*** Supplied material ***
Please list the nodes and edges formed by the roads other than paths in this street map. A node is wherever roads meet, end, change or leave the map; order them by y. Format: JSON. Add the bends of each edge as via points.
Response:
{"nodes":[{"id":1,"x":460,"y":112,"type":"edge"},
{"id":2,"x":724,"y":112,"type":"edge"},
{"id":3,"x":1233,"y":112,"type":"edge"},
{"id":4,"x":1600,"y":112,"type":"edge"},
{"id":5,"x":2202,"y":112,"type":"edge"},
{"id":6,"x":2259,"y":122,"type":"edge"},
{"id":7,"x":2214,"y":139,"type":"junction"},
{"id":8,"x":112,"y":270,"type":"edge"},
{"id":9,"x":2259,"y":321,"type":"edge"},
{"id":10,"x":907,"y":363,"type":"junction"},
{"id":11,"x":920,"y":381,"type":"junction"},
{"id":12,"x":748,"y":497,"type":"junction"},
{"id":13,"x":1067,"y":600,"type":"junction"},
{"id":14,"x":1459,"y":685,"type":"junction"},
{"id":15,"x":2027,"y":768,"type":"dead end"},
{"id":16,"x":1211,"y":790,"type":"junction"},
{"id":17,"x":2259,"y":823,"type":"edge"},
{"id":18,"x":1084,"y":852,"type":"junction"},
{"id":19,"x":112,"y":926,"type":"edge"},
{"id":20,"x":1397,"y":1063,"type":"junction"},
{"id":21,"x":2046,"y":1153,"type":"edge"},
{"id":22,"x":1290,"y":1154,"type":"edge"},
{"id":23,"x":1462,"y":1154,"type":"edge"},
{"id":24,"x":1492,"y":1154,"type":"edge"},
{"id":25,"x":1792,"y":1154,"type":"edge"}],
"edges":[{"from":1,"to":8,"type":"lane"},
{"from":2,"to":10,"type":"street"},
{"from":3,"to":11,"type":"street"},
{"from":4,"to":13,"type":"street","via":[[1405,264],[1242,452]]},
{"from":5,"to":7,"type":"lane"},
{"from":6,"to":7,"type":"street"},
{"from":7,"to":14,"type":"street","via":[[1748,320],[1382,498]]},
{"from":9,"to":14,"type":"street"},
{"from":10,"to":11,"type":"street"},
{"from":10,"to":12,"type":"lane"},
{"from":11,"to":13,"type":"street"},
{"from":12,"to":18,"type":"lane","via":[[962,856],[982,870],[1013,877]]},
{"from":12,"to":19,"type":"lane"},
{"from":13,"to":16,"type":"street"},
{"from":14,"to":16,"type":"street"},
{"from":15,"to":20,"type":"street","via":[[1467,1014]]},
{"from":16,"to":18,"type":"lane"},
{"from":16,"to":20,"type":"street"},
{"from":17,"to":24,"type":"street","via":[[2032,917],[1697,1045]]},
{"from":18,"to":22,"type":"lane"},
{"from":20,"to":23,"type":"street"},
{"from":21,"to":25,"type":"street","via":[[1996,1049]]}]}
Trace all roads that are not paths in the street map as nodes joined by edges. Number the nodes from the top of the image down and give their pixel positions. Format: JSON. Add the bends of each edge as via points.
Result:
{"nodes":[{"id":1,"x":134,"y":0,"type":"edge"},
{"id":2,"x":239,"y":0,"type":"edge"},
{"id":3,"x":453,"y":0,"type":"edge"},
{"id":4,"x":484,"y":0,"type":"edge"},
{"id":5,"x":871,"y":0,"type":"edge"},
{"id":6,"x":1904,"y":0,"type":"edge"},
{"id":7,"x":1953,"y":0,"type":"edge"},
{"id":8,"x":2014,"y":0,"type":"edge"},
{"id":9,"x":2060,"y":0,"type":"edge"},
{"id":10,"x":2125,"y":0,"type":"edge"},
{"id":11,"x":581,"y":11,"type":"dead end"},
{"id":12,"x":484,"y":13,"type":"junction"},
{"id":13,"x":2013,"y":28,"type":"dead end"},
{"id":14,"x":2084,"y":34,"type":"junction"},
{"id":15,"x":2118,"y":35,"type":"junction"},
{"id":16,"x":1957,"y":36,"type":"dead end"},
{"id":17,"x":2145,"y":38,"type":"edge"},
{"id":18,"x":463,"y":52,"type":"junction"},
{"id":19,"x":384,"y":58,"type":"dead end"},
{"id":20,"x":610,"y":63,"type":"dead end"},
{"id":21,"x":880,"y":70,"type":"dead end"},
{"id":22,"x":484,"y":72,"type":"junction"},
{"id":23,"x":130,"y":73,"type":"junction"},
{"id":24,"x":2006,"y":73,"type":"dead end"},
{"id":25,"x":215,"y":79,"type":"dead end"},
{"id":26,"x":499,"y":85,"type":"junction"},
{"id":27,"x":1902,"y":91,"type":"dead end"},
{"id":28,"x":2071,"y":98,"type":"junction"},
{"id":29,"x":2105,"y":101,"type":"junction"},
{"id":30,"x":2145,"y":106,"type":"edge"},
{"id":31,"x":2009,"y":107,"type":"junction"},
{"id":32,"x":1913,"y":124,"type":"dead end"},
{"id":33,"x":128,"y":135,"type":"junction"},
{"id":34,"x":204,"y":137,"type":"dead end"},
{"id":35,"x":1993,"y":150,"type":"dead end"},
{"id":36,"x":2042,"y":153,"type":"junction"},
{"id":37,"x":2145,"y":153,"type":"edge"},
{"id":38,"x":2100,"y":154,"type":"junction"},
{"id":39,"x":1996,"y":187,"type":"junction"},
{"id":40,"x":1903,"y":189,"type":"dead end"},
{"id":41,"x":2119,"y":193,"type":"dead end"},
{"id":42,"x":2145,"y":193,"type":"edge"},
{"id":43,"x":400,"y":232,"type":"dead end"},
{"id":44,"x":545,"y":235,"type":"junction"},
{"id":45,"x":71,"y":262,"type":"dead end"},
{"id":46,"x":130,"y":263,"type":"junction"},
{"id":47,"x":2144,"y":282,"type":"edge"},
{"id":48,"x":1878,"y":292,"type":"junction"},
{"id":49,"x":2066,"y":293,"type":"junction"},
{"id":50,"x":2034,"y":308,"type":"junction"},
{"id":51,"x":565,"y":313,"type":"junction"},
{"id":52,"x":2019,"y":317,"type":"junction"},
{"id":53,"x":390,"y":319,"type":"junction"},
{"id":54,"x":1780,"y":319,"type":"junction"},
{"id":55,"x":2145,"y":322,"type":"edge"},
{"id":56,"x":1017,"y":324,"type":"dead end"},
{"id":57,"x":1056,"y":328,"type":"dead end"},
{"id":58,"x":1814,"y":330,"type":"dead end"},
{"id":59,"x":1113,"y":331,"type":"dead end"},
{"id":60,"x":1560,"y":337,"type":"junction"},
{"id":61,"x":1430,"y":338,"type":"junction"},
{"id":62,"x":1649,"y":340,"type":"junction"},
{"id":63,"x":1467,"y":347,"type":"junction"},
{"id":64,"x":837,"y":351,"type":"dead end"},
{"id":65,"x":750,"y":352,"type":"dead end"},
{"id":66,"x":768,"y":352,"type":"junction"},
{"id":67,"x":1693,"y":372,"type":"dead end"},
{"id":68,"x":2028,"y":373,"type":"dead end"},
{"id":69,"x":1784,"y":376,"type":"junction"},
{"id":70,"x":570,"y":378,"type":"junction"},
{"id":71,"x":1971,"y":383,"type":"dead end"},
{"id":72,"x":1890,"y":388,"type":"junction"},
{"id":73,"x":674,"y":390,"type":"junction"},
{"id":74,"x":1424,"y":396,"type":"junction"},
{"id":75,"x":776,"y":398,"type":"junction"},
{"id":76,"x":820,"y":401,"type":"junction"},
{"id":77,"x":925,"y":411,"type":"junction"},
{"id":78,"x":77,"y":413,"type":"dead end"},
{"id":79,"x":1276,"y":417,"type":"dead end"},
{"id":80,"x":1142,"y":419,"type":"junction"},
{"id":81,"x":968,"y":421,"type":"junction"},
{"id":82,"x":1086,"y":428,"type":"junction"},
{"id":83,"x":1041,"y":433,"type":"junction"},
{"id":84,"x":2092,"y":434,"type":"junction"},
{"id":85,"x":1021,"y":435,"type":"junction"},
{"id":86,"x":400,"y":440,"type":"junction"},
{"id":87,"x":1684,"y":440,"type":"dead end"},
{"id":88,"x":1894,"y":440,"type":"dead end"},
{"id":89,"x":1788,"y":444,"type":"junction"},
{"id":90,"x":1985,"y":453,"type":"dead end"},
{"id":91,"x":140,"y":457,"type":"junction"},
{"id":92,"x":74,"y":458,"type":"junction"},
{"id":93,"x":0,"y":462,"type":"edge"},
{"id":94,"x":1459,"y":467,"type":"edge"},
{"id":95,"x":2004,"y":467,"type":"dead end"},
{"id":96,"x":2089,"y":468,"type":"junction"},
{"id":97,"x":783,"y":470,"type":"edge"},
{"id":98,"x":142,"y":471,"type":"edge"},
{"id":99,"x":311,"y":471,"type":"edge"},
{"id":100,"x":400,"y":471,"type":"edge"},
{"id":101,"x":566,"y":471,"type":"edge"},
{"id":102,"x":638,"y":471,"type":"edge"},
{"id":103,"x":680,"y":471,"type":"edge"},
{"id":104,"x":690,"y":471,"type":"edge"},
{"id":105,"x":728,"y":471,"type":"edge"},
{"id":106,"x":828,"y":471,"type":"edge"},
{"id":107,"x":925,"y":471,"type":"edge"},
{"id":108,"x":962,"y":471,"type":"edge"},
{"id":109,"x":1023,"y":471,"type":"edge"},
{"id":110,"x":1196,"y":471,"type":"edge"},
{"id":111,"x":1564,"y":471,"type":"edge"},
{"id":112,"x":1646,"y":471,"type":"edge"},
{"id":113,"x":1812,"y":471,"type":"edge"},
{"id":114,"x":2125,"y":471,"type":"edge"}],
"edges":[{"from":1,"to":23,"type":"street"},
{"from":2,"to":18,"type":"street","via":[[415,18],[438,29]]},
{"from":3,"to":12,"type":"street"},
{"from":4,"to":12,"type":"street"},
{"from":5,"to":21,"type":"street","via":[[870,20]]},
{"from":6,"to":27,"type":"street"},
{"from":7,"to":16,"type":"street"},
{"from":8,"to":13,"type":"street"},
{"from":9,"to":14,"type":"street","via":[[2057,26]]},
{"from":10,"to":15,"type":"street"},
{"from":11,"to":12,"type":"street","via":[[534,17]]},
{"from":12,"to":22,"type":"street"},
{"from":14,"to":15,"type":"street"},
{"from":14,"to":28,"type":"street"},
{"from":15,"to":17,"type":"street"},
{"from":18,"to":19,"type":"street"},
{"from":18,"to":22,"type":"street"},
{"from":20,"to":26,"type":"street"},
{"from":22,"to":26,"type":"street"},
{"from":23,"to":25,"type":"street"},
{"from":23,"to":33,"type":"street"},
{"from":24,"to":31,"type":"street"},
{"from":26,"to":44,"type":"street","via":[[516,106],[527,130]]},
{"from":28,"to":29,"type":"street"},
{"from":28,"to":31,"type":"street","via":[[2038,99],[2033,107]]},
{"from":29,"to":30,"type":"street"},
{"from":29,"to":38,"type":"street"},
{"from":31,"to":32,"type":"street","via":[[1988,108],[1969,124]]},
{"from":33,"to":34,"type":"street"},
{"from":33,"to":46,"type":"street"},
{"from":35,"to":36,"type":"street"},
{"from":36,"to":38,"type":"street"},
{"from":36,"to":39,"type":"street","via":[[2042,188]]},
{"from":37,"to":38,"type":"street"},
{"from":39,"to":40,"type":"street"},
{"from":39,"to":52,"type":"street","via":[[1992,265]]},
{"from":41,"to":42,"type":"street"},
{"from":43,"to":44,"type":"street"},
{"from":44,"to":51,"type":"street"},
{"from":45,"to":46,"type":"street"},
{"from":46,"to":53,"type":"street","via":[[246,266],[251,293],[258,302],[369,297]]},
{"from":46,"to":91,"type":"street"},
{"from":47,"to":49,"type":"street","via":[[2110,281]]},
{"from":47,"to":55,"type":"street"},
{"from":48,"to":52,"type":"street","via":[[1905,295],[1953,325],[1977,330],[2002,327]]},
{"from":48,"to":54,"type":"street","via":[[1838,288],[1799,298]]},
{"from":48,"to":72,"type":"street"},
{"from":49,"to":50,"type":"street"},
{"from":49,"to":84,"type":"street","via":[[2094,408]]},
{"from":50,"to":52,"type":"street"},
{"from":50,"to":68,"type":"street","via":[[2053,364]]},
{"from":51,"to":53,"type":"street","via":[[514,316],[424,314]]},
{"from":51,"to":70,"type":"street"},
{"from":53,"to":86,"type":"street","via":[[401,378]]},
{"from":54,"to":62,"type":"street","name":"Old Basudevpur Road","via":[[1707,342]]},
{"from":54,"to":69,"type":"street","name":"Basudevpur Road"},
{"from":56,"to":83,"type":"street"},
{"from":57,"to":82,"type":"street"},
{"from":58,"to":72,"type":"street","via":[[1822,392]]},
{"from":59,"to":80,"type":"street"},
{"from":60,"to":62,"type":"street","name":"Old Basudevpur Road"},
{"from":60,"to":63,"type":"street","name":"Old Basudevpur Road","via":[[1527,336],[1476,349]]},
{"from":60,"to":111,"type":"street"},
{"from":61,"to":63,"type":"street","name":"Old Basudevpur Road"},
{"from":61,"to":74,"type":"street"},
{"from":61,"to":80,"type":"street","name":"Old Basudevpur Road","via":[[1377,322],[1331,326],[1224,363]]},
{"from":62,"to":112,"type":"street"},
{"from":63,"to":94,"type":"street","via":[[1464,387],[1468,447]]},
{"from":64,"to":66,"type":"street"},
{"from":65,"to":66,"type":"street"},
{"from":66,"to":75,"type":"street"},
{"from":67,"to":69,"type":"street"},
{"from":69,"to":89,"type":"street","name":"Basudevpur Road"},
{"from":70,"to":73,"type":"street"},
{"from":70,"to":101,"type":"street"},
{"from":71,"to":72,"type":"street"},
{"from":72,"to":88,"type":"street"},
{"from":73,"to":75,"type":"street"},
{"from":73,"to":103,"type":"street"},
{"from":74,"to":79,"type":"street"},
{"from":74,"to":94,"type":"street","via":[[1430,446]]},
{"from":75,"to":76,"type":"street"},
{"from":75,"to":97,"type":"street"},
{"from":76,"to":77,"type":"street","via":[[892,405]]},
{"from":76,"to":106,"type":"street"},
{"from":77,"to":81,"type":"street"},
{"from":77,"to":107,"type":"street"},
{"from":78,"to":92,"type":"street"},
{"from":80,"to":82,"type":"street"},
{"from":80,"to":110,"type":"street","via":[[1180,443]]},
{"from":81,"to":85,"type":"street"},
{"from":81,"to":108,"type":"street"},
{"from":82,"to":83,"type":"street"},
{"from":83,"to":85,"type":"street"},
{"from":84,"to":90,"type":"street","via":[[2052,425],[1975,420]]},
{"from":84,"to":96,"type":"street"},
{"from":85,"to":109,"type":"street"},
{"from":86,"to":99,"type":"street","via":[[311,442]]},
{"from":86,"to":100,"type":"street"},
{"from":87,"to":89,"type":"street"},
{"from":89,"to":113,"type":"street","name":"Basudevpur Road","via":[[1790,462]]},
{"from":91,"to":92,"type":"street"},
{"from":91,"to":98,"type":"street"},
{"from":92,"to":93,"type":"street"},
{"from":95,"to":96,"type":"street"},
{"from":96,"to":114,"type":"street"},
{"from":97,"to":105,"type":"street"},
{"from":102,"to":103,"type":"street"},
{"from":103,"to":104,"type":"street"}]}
*** End of Supplied material ***
§ Task goal: Return only the number of lines in the records above that include the string "lane".

§ Task response: 7